I'm not even romantically involved with Enrique, and I have to tell you it was wonderful. So, because it was so wonderful, I'm going to share it with you. I am hoping, you see, to start an inocuous and dumfounding epidemic of loveliness, a spate of undeserved contentment that has hitherto missed the Land of the Puritans and the Home of the Charlatans. I think this is just what our country needs right now. Because I'm serious: You could not greet anyone this way or be greeted this way and not feel somehow cherished. You might even get to remember what a blush feels like, a blush, which is itself a most wonderful phenomenon, a mixture of honor and humility expressed with that most human of paint: our rising blood. And to feel cherished is to feel content and to feel content is to quit picking on everyone around you. America needs this. I need this. My friends agree I need this.

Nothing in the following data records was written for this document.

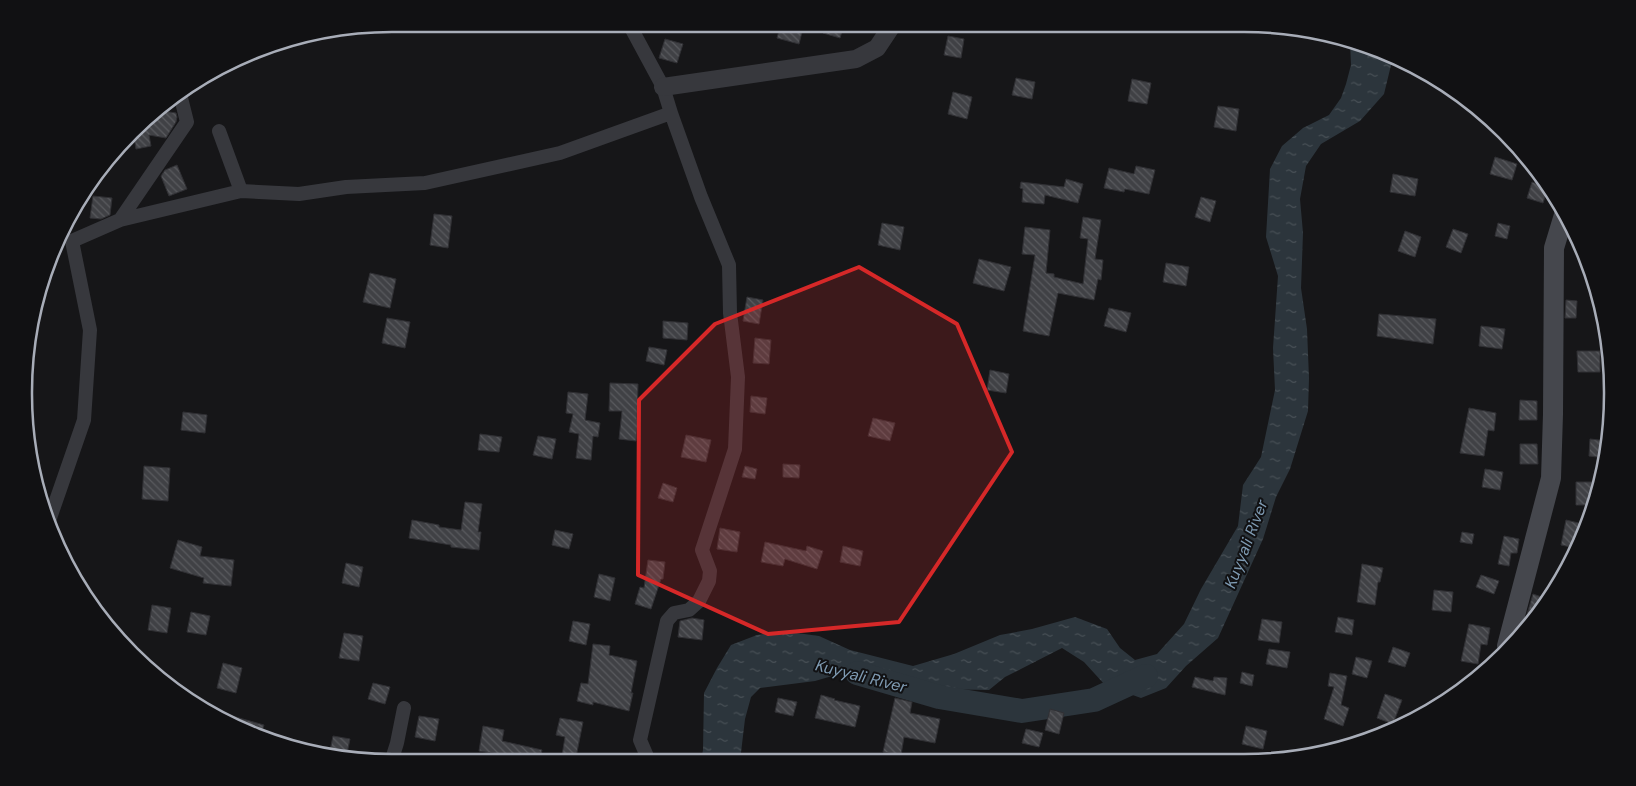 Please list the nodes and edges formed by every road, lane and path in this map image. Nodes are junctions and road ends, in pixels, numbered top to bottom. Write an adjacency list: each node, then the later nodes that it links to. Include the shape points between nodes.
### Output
1 (634, 32): 3 (street)
2 (887, 32): 3 (street, via 876,48 856,59)
3 (663, 88): 5 (street)
4 (182, 101): 8 (street, via 187,122)
5 (671, 113): 7 (street, via 560,153 425,183 346,187 299,194); 14 (street, via 729,265 730,313 738,377 735,449 702,550 710,571 709,581 699,601 689,610 674,612 667,620 640,740)
6 (219, 131): 7 (street)
7 (241, 191): 8 (street)
8 (120, 220): 10 (street, via 72,241 90,330 84,420)
9 (1561, 225): 11 (main road, via 1554,248 1551,478)
10 (53, 511)
11 (1511, 634)
12 (404, 708): 13 (street)
13 (394, 754)
14 (646, 754)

So try this. Try it first with someone you already love or at least trust. Next time you see them, next time you spot him or her walking down the sidewalk grinning at you like a fool or dozing in a favorite reading chair with a mouth unattractively slung open or maybe waiting impatiently for you in the theatre lobby, pacing as curtain time ticks closer and closer---do this. Walk up slowly (rouse them if they're napping) but don't say anything, and when you are close enough to touch, reach out with your right hand and touch them lightly. If there is no romance between you, touch near the waist, just to connect your two persons. If you're romantically involved, touch more personally, maybe right at the vulnerable place where the curve of the hip bone melts into the hollow of the groin, don't press: just touch, not so anyone else can see, but just the two of you. And then you are close enough to lean over and kiss the left cheek once, lightly, don't dwell, just be gentle. If you feel continental, kiss left, then right. If you really love this now hushed friend of yours, kiss the left cheek twice. Don't rush it. This is a moment to savor.

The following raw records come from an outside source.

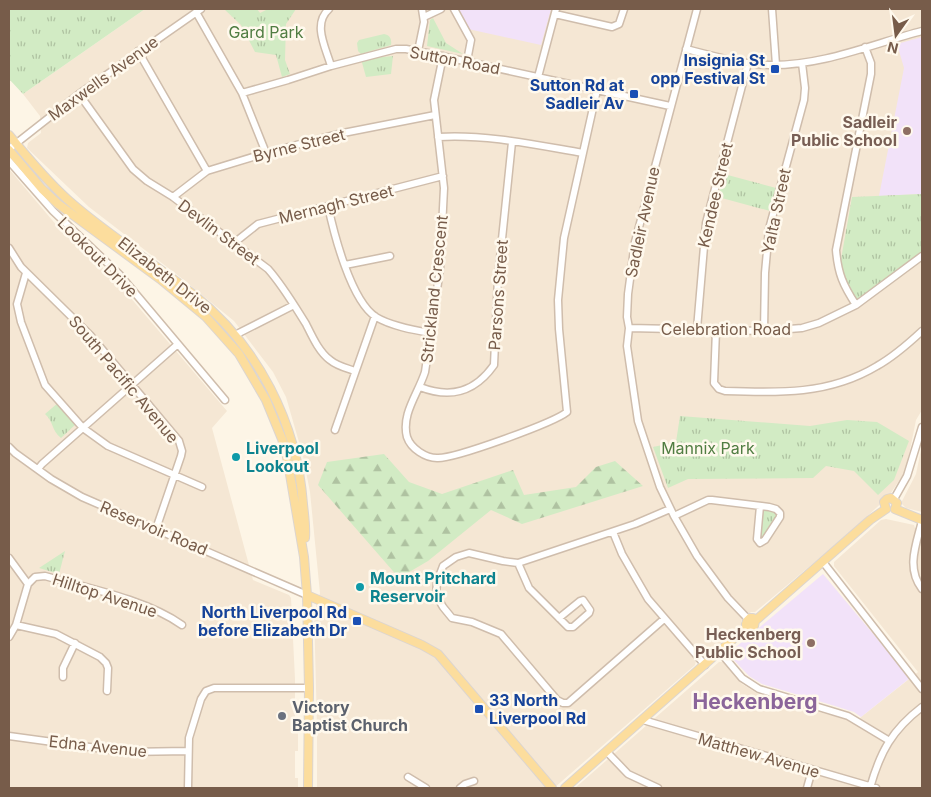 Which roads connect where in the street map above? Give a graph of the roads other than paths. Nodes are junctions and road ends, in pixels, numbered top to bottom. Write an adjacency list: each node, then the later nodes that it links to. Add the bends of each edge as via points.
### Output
1 (329, 9): 21 (street, via 322,16 320,25)
2 (422, 9): 10 (street)
3 (440, 9): 10 (street)
4 (454, 9): 17 (street, via 471,40)
5 (624, 9): 9 (street, via 619,24 612,27)
6 (697, 9): 13 (street, Sadleir Avenue)
7 (772, 9): 20 (street)
8 (198, 10): 14 (street, Maxwells Avenue); 24 (street)
9 (556, 11): 22 (street)
10 (424, 17): 15 (street)
11 (922, 31): 12 (street)
12 (865, 47): 19 (street); 47 (street, via 871,74 836,250 842,284)
13 (686, 49): 18 (street); 26 (street, Sadleir Avenue)
14 (138, 51): 25 (street, Maxwells Avenue); 36 (street)
15 (418, 51): 16 (street, Sutton Road); 21 (street, Sutton Road, via 396,50)
16 (443, 56): 17 (street, Sutton Road); 27 (street, Strickland Crescent)
17 (467, 61): 22 (street, Sutton Road)
18 (748, 63): 20 (street); 50 (street, Kendee Street, via 706,223)
19 (802, 63): 20 (street); 53 (street, Yalta Street, via 804,100 769,228)
20 (776, 65)
21 (331, 66): 24 (street, Sutton Road)
22 (538, 77): 23 (street, Sutton Road)
23 (597, 90): 26 (street, Sutton Road); 34 (street, Strickland Crescent)
24 (242, 93): 33 (street)
25 (80, 94): 31 (street, Maxwells Avenue); 38 (street, Devlin Street, via 133,169)
26 (670, 106): 49 (street, Sadleir Avenue, via 635,242 628,294)
27 (434, 115): 29 (street, Strickland Crescent); 33 (street, Byrne Street, via 338,134)
28 (9, 135): 31 (main road, Elizabeth Drive)
29 (438, 137): 30 (street); 37 (street, Strickland Crescent)
30 (512, 142): 34 (street); 59 (street, Parsons Street, via 498,278 494,364 486,376 471,388 453,393)
31 (16, 143): 32 (street, Maxwells Avenue); 55 (main road, Elizabeth Drive, via 68,200 194,294)
32 (9, 149): 76 (main road, Elizabeth Drive, via 58,204 189,301 238,354 266,400 282,439)
33 (266, 153): 36 (street, Byrne Street)
34 (584, 153): 59 (street, Strickland Crescent, via 564,238 558,300 567,412 523,432 452,457 437,458 420,452 407,437 407,414)
35 (9, 161): 56 (street, Lookout Drive, via 53,211 119,274)
36 (207, 171): 38 (street, Byrne Street)
37 (443, 176): 39 (street, Mernagh Street); 54 (street, Strickland Crescent, via 440,270)
38 (173, 197): 40 (street, Devlin Street)
39 (328, 206): 40 (street, Mernagh Street, via 258,224); 44 (street)
40 (234, 243): 46 (street, Devlin Street, via 268,269)
41 (9, 248): 45 (street, South Pacific Avenue)
42 (390, 256): 44 (street)
43 (922, 256): 47 (street, Celebration Road)
44 (346, 265): 48 (street, via 360,300)
45 (26, 273): 58 (street, South Pacific Avenue, via 90,335); 62 (street, via 17,304 21,322 45,385)
46 (294, 305): 55 (street); 57 (street, Devlin Street, via 328,360)
47 (856, 305): 53 (street, Celebration Road, via 802,328)
48 (376, 316): 54 (street, via 398,326); 57 (street)
49 (629, 328): 50 (street, Celebration Road); 70 (street, Sadleir Avenue, via 627,346 638,421)
50 (697, 330): 51 (street, Celebration Road)
51 (716, 330): 52 (street, via 714,381 717,388 780,393 821,388 848,380 884,362); 53 (street, Celebration Road)
52 (922, 331)
53 (764, 332)
54 (431, 333): 59 (street, Strickland Crescent)
55 (235, 335): 76 (main road, Elizabeth Drive, via 264,376 292,440 302,484)
56 (178, 344): 58 (street); 60 (street, Lookout Drive)
57 (355, 371): 63 (street)
58 (131, 385): 62 (street); 66 (street, South Pacific Avenue, via 179,441 182,451)
59 (420, 387)
60 (225, 400)
61 (922, 427): 68 (street, via 907,476)
62 (83, 428): 65 (street); 66 (street, via 108,446)
63 (335, 430)
64 (9, 449): 65 (street, Reservoir Road)
65 (38, 469): 74 (street, Reservoir Road, via 66,489)
66 (175, 475): 67 (street); 74 (street, South Pacific Avenue)
67 (202, 487)
68 (894, 499): 71 (main road, via 897,503)
69 (760, 506): 69 (street, via 773,508 780,515 760,543 757,538); 72 (street, via 708,500)
70 (670, 509): 72 (street, Sadleir Avenue); 75 (street)
71 (890, 509): 73 (main road); 79 (main road, via 870,520)
72 (674, 516): 85 (street, Sadleir Avenue, via 706,568)
73 (922, 520): 81 (street, via 912,566)
74 (156, 529): 82 (street, Reservoir Road)
75 (613, 532): 78 (street); 84 (street, via 648,599)
76 (304, 557): 82 (main road, Elizabeth Drive)
77 (9, 558): 80 (street)
78 (518, 562): 83 (street, via 529,588); 84 (street, via 469,553 456,557 443,566 436,596 452,618 501,634 563,703 568,703)
79 (823, 562): 85 (main road); 94 (street)
80 (28, 584): 86 (street); 87 (street, Hilltop Avenue, via 38,576 45,576 136,603)
81 (922, 589)
82 (307, 596): 93 (main road, Elizabeth Drive); 109 (main road, via 438,654)
83 (559, 618): 83 (street, via 568,627 573,627 590,610 583,600)
84 (664, 619): 91 (street)
85 (751, 622): 90 (main road)
86 (16, 625): 88 (street); 89 (street, via 50,632)
87 (182, 625)
88 (9, 637)
89 (75, 643): 92 (street, via 63,668); 95 (street, via 106,664)
90 (720, 652): 91 (main road); 99 (street, via 742,678 758,689 852,718)
91 (705, 665): 97 (main road)
92 (63, 678)
93 (309, 688): 100 (street, via 206,690 191,730); 106 (main road, Elizabeth Drive)
94 (922, 689)
95 (107, 690)
96 (922, 707): 99 (street)
97 (643, 720): 101 (main road); 102 (street, Matthew Avenue)
98 (9, 736): 100 (street, Edna Avenue, via 126,752)
99 (888, 740): 113 (street, via 877,763)
100 (188, 752): 105 (street)
101 (607, 752): 110 (main road); 111 (street, via 628,774)
102 (812, 770): 112 (street); 113 (street, Matthew Avenue)
103 (408, 777): 107 (street)
104 (474, 781): 108 (street)
105 (188, 788)
106 (308, 788)
107 (426, 788)
108 (460, 788)
109 (554, 788): 110 (main road)
110 (563, 788)
111 (658, 788)
112 (807, 788)
113 (872, 788)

Americans have a funny thing about space. We live in a country with more wide open space than nearly any other, and we are still fencing it in. We covet houses with acres of rolling green lawns and then we situate them in gated communities where no bare feet will ever feel their lushness. We not only keep more space between our houses than other cultures, we keep more space between our persons, whether we're friends or lovers or strangers. Our beds are bigger than most cultures' bedrooms. We keep each other at a distance. Distance is part of what is America. It has been part of what has accorded us power: the oceans that once separated us from Europe and Asia. We feel safe when we are isolated.

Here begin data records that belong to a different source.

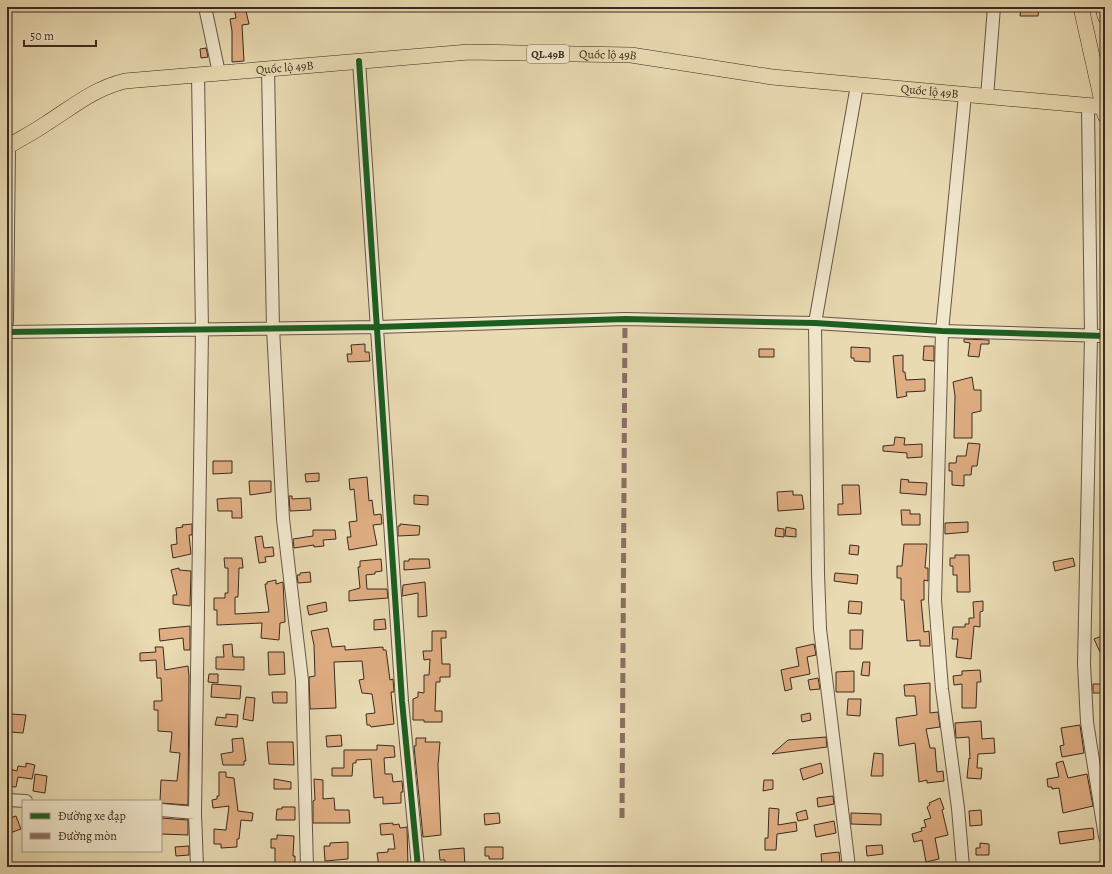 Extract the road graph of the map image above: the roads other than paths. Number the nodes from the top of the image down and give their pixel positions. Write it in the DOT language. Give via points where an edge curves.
graph roads {
  1 [pos="205,7"];
  2 [pos="994,7"];
  3 [pos="1081,7"];
  4 [pos="1103,7"];
  5 [pos="1105,16"];
  6 [pos="359,61"];
  7 [pos="268,69"];
  8 [pos="218,73"];
  9 [pos="198,74"];
  10 [pos="857,85"];
  11 [pos="965,95"];
  12 [pos="986,97"];
  13 [pos="1100,109"];
  14 [pos="8,146"];
  15 [pos="7,322"];
  16 [pos="815,324"];
  17 [pos="378,327"];
  18 [pos="273,328"];
  19 [pos="202,330"];
  20 [pos="942,331"];
  21 [pos="7,332"];
  22 [pos="1091,336"];
  23 [pos="1105,336"];
  24 [pos="7,800"];
  25 [pos="22,801"];
  26 [pos="162,810"];
  27 [pos="195,813"];
  28 [pos="1105,837"];
  29 [pos="197,867"];
  30 [pos="307,867"];
  31 [pos="418,867"];
  32 [pos="849,867"];
  33 [pos="963,867"];
  1 -- 8 [label="street"];
  2 -- 12 [label="street"];
  3 -- 13 [label="main road"];
  4 -- 5 [label="main road"];
  6 -- 7 [label="main road, Quốc lộ 49B / QL.49B"];
  6 -- 10 [label="main road, Quốc lộ 49B / QL.49B" via="469,52 631,55 772,77"];
  6 -- 17 [label="street"];
  7 -- 8 [label="main road, Quốc lộ 49B / QL.49B"];
  7 -- 18 [label="street"];
  8 -- 9 [label="main road, Quốc lộ 49B / QL.49B"];
  9 -- 14 [label="main road, Quốc lộ 49B / QL.49B" via="124,81 105,86"];
  9 -- 19 [label="street"];
  10 -- 11 [label="main road, Quốc lộ 49B / QL.49B"];
  10 -- 16 [label="street"];
  11 -- 12 [label="main road, Quốc lộ 49B / QL.49B"];
  11 -- 20 [label="street"];
  12 -- 13 [label="main road, Quốc lộ 49B / QL.49B"];
  13 -- 22 [label="street"];
  14 -- 15 [label="street"];
  16 -- 17 [label="street" via="625,319"];
  16 -- 20 [label="street"];
  16 -- 32 [label="street" via="820,629"];
  17 -- 18 [label="street"];
  17 -- 31 [label="street" via="402,701"];
  18 -- 19 [label="street"];
  18 -- 30 [label="street" via="283,519 302,680"];
  19 -- 21 [label="street"];
  19 -- 27 [label="street"];
  20 -- 22 [label="street"];
  20 -- 33 [label="street" via="935,600 942,689"];
  22 -- 23 [label="street"];
  22 -- 28 [label="street" via="1085,691 1087,722"];
  24 -- 25 [label="street"];
  26 -- 27 [label="street"];
  27 -- 29 [label="street"];
}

Oceans, however, don't really matter much anymore, and so here in North America we have somewhat awkwardly embraced hugging in the last five years or so. Hugging has become fashionable, almost de rigeur in certain circles, but it's so robust it's not even really personal. Handshakes are certainly not personal. But kissing, gentle kissing, this is personal. The curve of a waist or a hip is personal, whether you are stout or anorexic or obese or just plain old normal. Touch is personal.
Next time you meet a friend, someone you trust and love, don't hug, don't shake, don't slap on the back, reach out,touch them, kiss them. We could use an epidemic of intimacy. "And if you really like this person a lot," Coach Enrique tutors, with a knowing twinkle in his eyes, "you locate the kiss a little closer to the lips. The closer, the more you like. And if you kiss twice, you really like."
I really like the way they think south of the newly walled-in border.